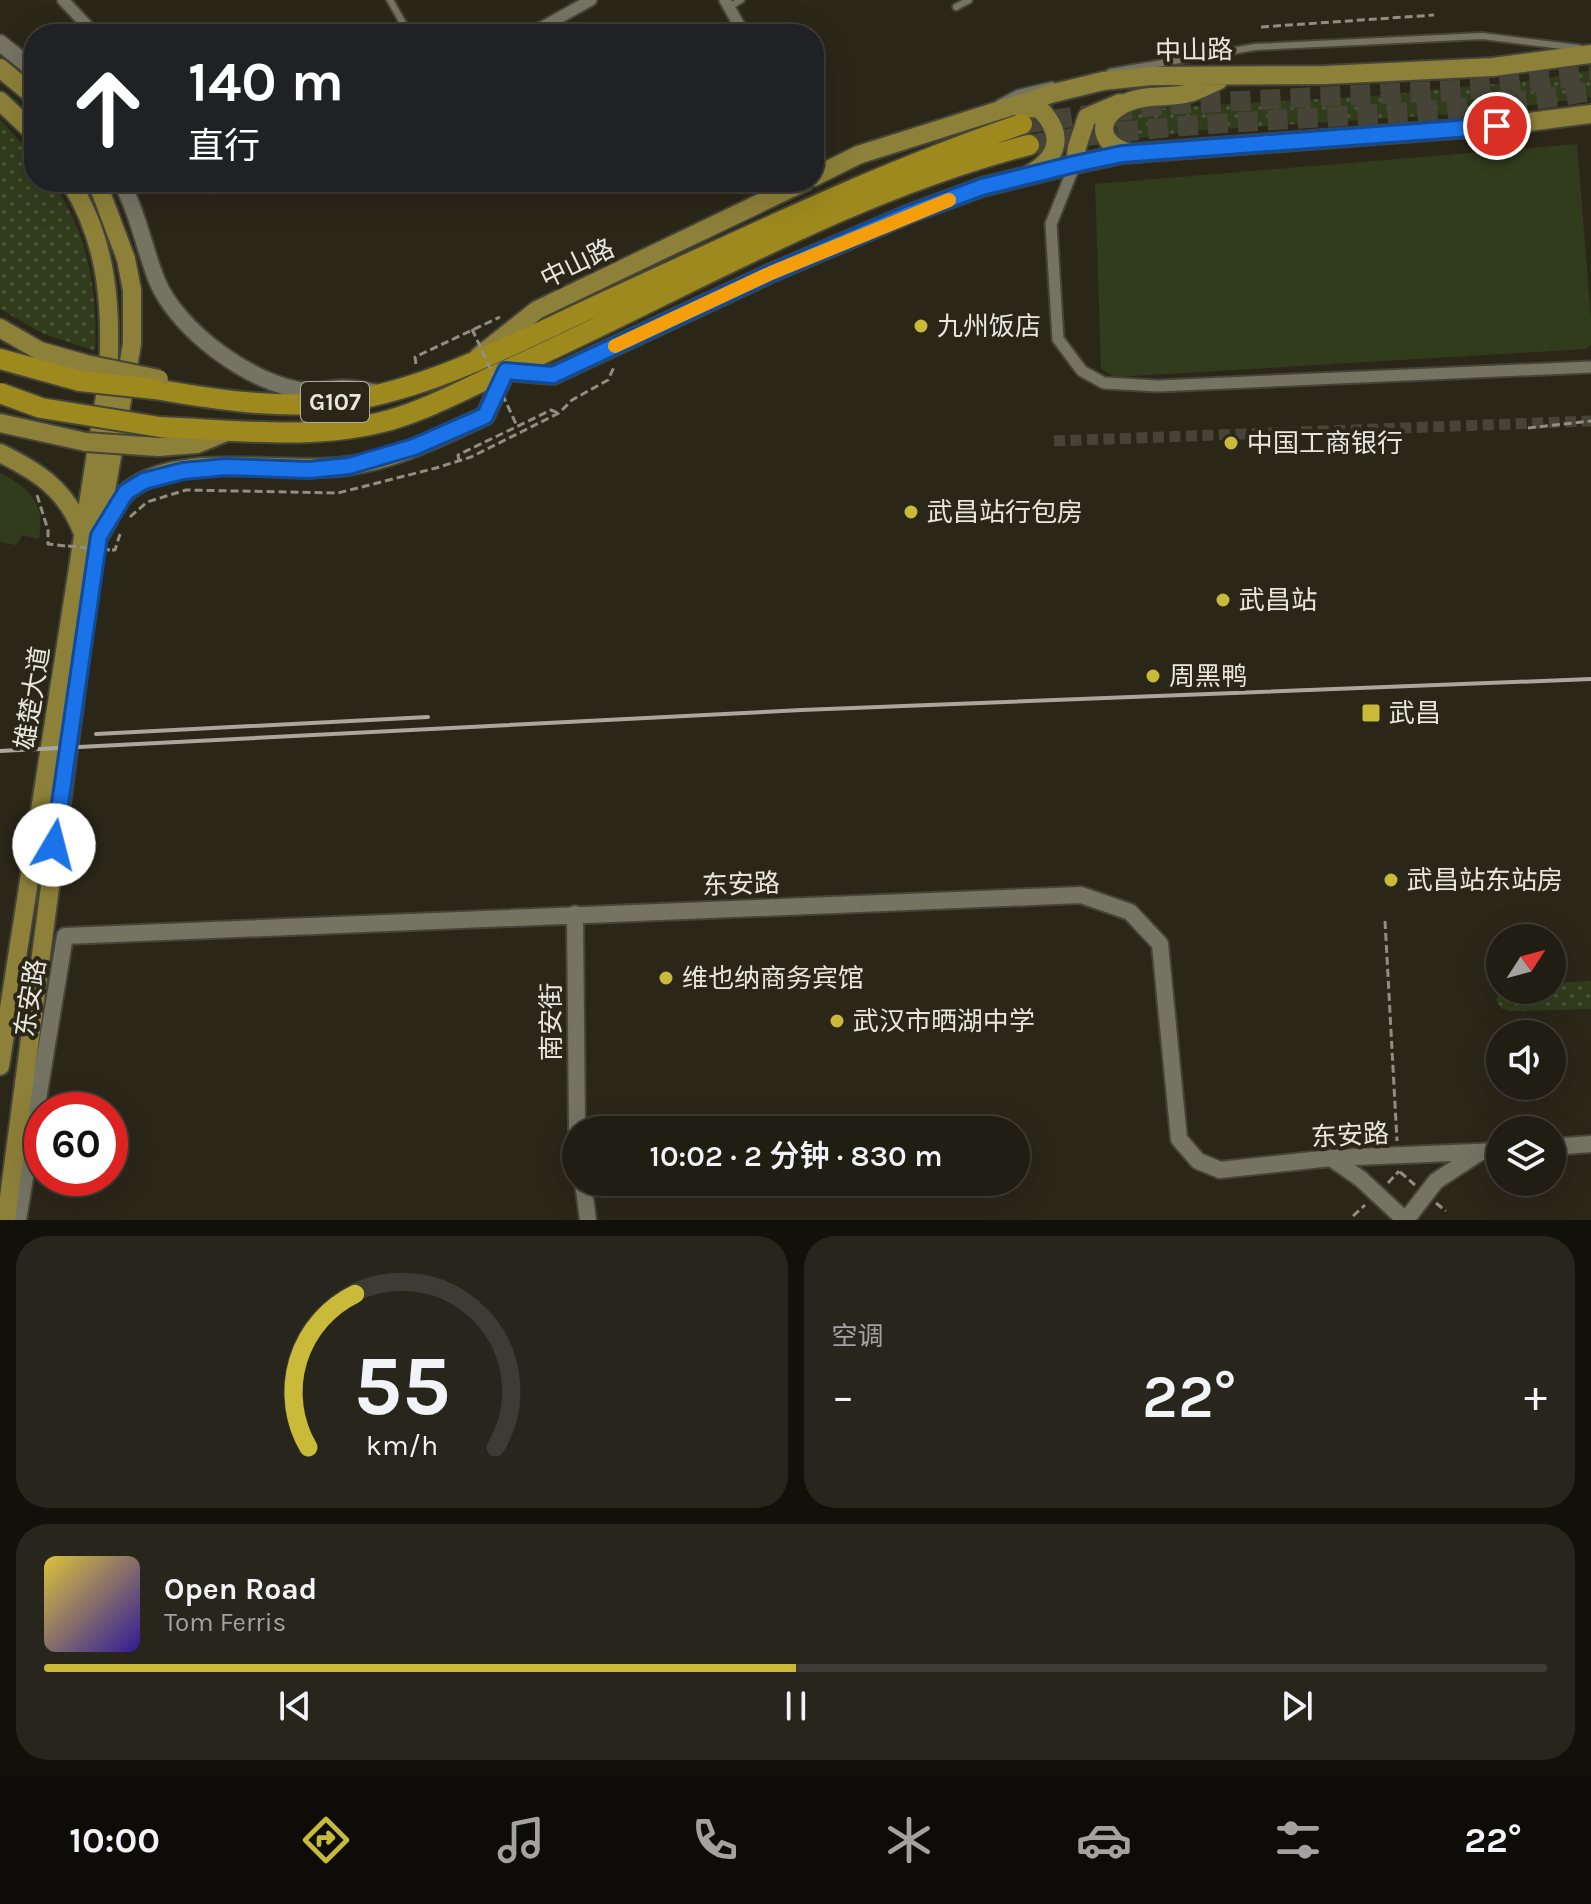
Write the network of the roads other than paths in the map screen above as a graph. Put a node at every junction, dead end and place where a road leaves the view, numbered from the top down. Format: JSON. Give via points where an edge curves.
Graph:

--

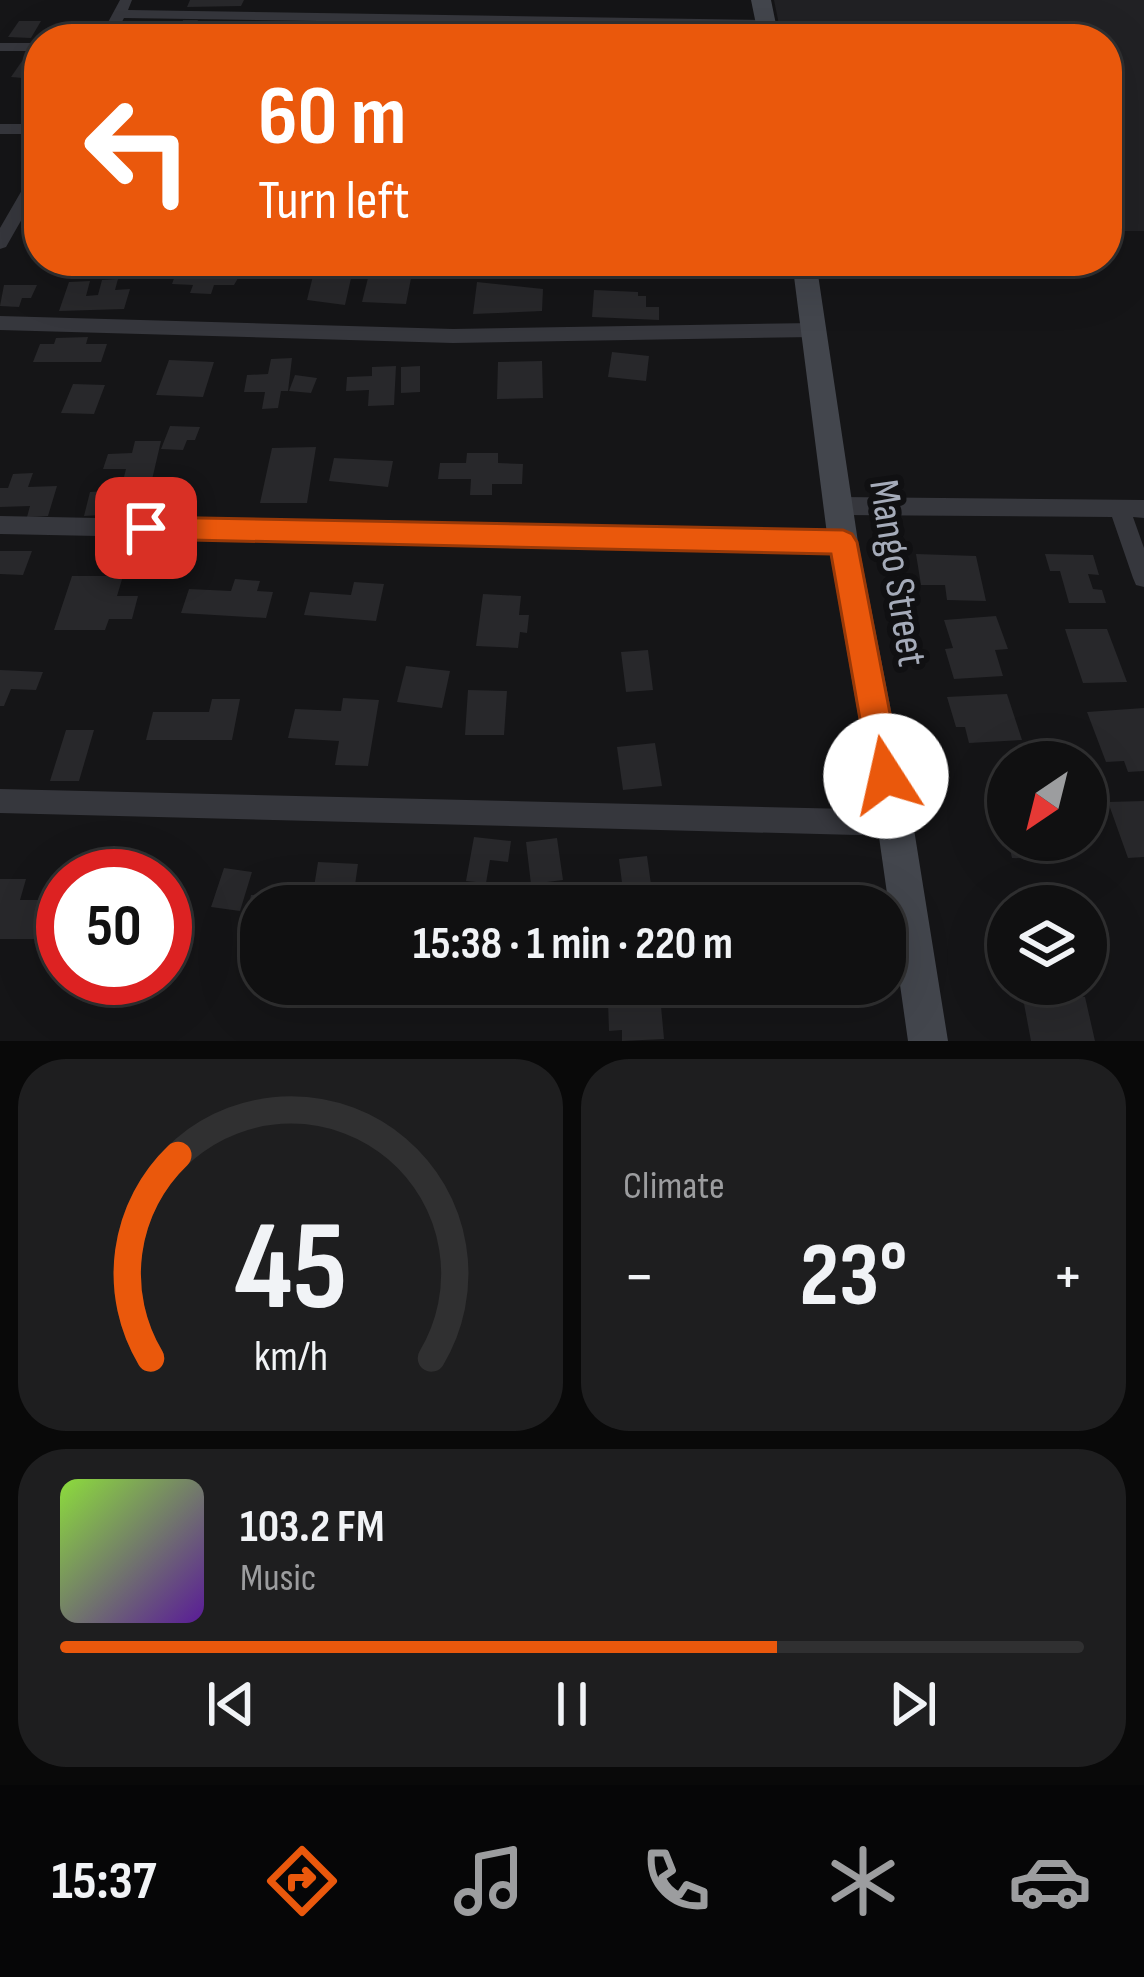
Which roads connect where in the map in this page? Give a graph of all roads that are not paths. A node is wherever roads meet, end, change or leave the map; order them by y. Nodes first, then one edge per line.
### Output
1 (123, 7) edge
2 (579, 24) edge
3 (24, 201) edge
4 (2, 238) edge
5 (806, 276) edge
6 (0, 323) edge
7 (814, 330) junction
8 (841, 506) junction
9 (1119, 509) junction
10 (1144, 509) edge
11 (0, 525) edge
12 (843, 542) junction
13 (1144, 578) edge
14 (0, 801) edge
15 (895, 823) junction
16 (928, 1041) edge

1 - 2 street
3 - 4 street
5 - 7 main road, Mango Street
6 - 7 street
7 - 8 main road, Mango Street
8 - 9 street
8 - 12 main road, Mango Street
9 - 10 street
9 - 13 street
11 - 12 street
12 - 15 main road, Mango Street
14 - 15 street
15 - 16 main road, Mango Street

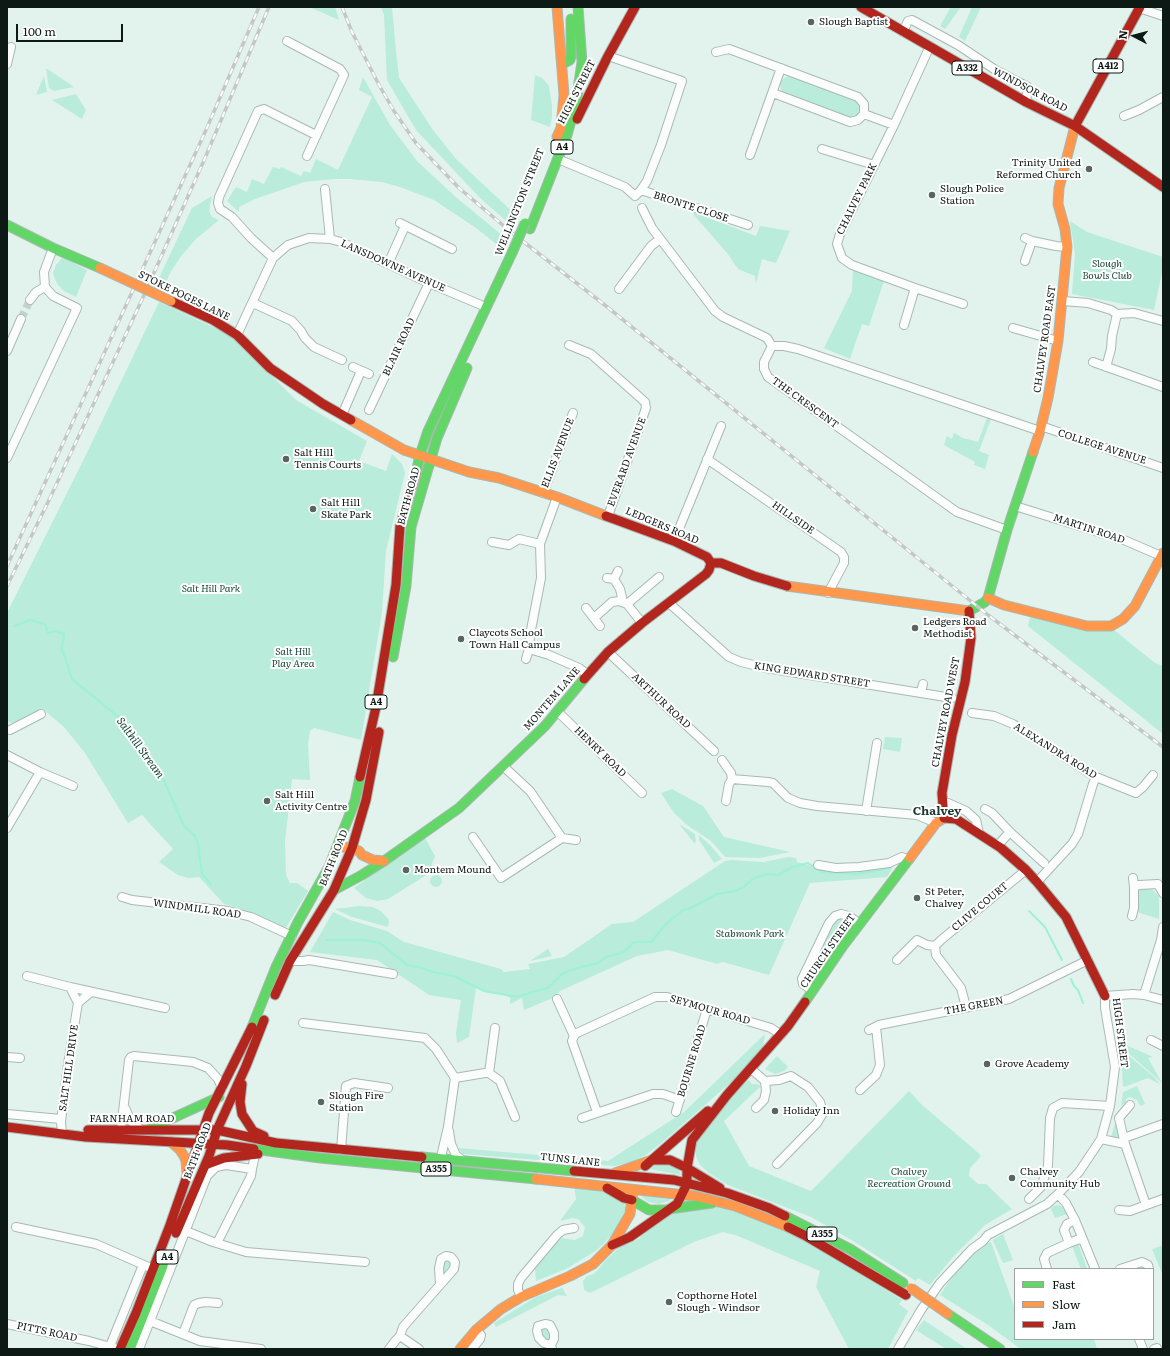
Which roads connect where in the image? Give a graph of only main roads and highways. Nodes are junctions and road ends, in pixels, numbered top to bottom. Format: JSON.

• **TASK DESCRIPTION**:
Single out each line of the records above with the string "Format" in it, and copy it.

• **RESULT**:
Write the network of the roads other than paths in the map screen above as a graph. Put a node at every junction, dead end and place where a road leaves the view, numbered from the top down. Format: JSON. Give via points where an edge curves.
Which roads connect where in the image? Give a graph of only main roads and highways. Nodes are junctions and road ends, in pixels, numbered top to bottom. Format: JSON.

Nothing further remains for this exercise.